WORK TASK.
Go over the material below and report every line that contains the word "Number".

DATA SECTION.
┏━━

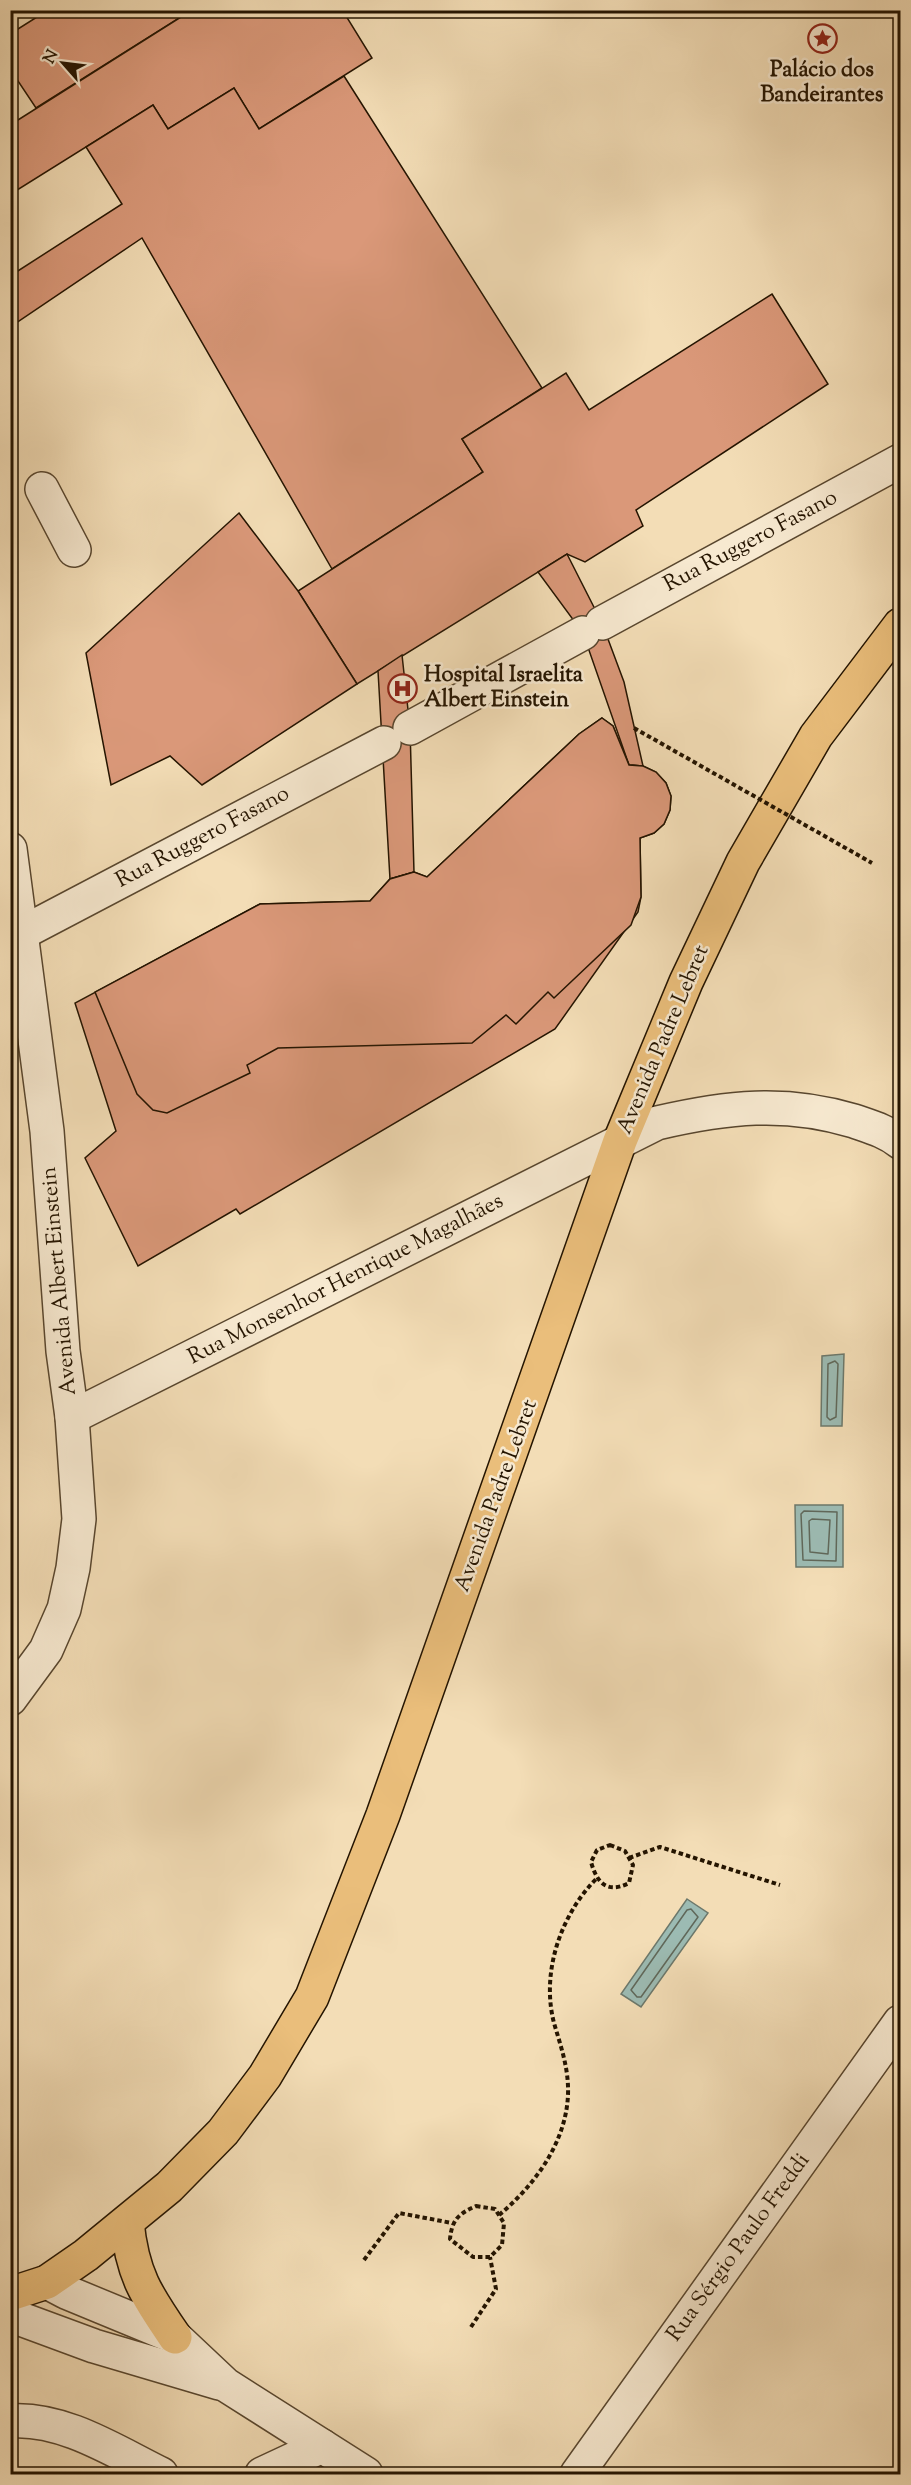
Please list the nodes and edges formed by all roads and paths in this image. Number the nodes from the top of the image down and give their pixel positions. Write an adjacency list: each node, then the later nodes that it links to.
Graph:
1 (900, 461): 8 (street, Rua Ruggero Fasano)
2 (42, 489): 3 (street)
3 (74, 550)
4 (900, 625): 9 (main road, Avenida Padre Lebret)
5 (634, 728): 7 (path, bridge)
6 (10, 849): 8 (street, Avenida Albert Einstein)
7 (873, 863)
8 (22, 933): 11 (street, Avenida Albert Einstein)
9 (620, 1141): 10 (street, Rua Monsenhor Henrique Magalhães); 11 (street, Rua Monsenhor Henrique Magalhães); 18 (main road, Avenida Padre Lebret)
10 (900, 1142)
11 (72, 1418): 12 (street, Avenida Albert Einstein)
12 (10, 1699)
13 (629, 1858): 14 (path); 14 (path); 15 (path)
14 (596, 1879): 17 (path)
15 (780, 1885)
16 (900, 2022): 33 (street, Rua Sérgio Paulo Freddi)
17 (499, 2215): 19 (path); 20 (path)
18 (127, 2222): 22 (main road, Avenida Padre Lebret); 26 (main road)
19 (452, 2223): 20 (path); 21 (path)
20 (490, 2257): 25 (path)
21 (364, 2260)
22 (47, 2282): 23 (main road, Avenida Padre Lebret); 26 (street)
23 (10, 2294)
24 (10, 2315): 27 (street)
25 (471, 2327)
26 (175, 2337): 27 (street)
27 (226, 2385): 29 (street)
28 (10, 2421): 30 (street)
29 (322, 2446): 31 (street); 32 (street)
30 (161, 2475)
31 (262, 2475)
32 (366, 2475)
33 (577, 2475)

┗━━
┏━━

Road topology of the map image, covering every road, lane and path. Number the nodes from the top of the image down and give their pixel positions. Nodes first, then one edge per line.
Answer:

┗━━
┏━━

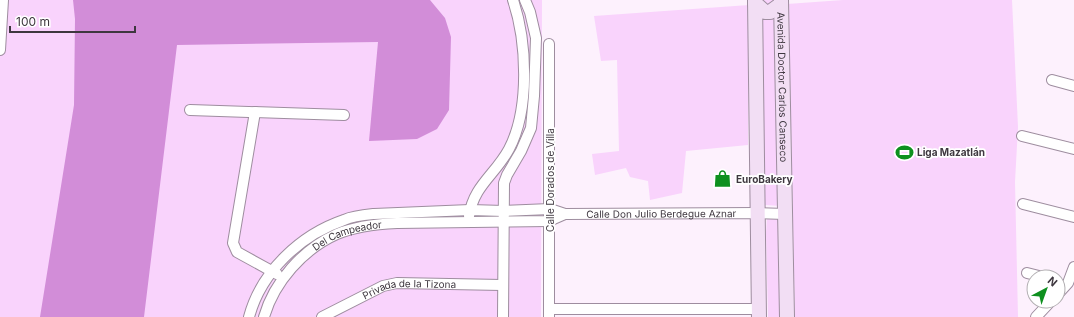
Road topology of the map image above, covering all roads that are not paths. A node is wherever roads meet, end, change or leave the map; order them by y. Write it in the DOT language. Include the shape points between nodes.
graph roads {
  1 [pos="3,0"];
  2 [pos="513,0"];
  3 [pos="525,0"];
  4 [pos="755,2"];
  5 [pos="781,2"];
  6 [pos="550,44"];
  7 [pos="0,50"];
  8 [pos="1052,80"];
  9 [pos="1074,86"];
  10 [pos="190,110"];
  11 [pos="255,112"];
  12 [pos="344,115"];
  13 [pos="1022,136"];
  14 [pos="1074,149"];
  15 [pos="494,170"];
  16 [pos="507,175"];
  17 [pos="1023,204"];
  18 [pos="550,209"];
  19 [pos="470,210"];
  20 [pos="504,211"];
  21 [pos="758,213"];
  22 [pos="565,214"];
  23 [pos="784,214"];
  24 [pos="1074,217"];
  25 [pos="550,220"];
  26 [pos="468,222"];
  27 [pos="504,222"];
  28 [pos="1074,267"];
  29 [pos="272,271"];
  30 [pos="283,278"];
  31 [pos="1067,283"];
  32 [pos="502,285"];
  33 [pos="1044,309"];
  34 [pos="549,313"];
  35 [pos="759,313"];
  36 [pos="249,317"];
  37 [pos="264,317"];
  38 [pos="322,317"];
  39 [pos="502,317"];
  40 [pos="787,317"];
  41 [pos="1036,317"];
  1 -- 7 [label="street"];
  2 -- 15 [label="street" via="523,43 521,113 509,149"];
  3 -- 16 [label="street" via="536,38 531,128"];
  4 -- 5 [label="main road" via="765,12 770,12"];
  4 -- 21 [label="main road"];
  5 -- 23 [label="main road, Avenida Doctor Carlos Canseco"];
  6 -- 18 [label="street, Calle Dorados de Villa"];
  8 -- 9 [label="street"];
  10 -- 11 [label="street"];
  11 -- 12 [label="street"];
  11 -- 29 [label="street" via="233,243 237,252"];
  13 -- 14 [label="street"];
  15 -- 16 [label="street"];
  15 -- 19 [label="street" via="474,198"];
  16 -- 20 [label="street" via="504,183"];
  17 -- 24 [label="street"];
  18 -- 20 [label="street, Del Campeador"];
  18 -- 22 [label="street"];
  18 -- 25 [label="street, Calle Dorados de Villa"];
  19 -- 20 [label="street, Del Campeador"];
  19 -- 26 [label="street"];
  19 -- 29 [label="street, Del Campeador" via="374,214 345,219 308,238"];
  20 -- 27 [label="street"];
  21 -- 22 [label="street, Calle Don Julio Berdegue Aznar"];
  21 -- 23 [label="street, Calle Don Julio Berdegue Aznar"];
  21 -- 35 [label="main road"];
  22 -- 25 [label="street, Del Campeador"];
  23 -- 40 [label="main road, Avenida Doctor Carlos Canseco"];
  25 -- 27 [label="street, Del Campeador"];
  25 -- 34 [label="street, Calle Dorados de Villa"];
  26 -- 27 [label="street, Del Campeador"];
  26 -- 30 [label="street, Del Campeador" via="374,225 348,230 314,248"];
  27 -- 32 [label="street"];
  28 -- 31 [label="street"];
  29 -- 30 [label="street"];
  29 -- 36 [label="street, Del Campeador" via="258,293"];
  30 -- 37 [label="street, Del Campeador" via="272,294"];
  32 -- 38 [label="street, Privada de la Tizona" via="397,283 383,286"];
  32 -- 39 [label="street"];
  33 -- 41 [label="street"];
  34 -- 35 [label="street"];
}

┗━━

TASK RESPONSE.
Please list the nodes and edges formed by all roads and paths in this image. Number the nodes from the top of the image down and give their pixel positions. Write an adjacency list: each node, then the later nodes that it links to.
Road topology of the map image, covering every road, lane and path. Number the nodes from the top of the image down and give their pixel positions. Nodes first, then one edge per line.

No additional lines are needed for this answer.